WHAT TO DO - Look through the listing below and work out how many of its lines hold the word "MIDGERY". Give only the number.

▽

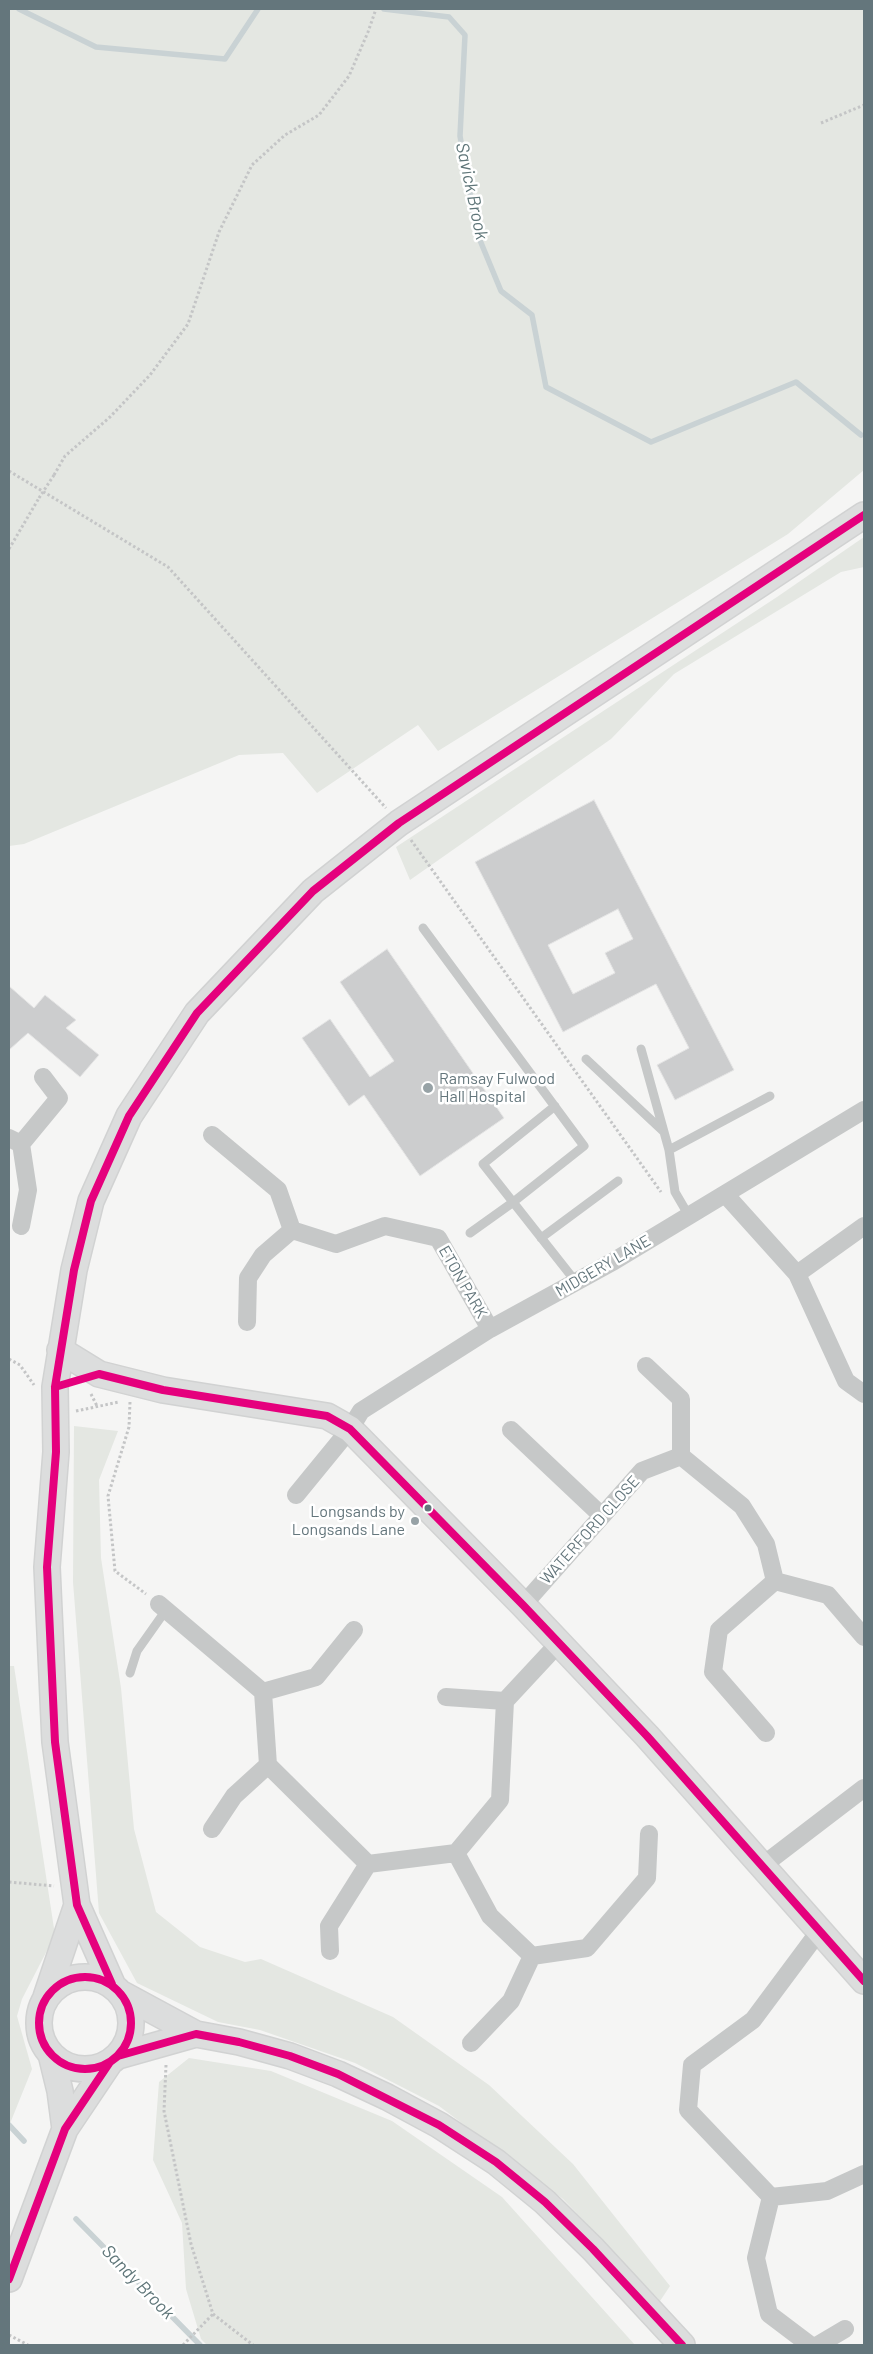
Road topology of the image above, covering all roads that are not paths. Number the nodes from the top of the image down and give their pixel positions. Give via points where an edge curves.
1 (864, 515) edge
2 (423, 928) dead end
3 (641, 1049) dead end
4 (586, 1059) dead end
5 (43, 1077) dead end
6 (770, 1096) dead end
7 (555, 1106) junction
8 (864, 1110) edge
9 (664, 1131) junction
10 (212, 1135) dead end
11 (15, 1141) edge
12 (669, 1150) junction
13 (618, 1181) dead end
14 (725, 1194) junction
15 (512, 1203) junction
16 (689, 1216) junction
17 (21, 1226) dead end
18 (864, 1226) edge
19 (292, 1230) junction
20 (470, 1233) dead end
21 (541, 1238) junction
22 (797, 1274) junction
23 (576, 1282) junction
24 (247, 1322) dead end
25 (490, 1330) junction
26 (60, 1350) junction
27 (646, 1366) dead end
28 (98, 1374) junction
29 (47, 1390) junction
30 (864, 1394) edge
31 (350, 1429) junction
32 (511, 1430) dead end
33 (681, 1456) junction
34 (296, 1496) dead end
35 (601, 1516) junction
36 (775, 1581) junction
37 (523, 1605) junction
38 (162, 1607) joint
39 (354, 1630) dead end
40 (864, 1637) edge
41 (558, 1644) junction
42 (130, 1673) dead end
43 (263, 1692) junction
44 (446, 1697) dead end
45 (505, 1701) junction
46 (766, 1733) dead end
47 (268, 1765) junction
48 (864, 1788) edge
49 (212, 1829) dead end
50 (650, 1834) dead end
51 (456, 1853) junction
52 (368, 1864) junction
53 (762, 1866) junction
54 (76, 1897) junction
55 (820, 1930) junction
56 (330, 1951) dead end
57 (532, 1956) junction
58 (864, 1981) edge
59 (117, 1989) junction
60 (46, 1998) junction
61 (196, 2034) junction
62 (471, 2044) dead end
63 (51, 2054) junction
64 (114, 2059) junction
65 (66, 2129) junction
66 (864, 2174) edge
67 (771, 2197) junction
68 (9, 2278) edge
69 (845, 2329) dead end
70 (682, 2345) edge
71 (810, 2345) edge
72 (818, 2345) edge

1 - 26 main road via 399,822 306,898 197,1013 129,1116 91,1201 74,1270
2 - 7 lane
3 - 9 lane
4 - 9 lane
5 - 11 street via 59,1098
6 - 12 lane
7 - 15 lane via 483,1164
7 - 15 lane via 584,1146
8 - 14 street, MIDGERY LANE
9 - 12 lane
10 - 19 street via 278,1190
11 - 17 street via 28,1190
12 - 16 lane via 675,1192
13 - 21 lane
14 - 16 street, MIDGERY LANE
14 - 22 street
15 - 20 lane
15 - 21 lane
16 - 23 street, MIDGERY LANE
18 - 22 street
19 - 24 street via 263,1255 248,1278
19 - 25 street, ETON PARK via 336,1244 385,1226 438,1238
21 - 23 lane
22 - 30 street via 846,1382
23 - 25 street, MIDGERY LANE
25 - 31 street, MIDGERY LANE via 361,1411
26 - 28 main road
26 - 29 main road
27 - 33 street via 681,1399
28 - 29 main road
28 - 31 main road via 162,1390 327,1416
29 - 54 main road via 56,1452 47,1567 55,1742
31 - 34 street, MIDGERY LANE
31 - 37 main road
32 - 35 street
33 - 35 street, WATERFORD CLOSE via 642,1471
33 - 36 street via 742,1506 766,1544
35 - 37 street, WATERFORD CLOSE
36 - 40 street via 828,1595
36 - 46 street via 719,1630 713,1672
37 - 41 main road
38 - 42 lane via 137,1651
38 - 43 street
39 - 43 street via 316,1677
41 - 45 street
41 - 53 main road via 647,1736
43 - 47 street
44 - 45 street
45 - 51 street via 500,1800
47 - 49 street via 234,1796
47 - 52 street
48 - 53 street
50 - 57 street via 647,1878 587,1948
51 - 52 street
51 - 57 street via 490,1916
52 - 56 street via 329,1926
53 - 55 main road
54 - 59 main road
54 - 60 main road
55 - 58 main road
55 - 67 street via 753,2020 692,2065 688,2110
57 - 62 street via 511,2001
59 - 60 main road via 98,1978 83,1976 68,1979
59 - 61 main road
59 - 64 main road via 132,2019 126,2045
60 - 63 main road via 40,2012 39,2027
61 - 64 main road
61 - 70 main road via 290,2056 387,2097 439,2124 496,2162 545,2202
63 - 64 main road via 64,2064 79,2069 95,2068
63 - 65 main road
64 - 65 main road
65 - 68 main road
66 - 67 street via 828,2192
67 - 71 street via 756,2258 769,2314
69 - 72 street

△

ANSWER TO THIS TASK - 6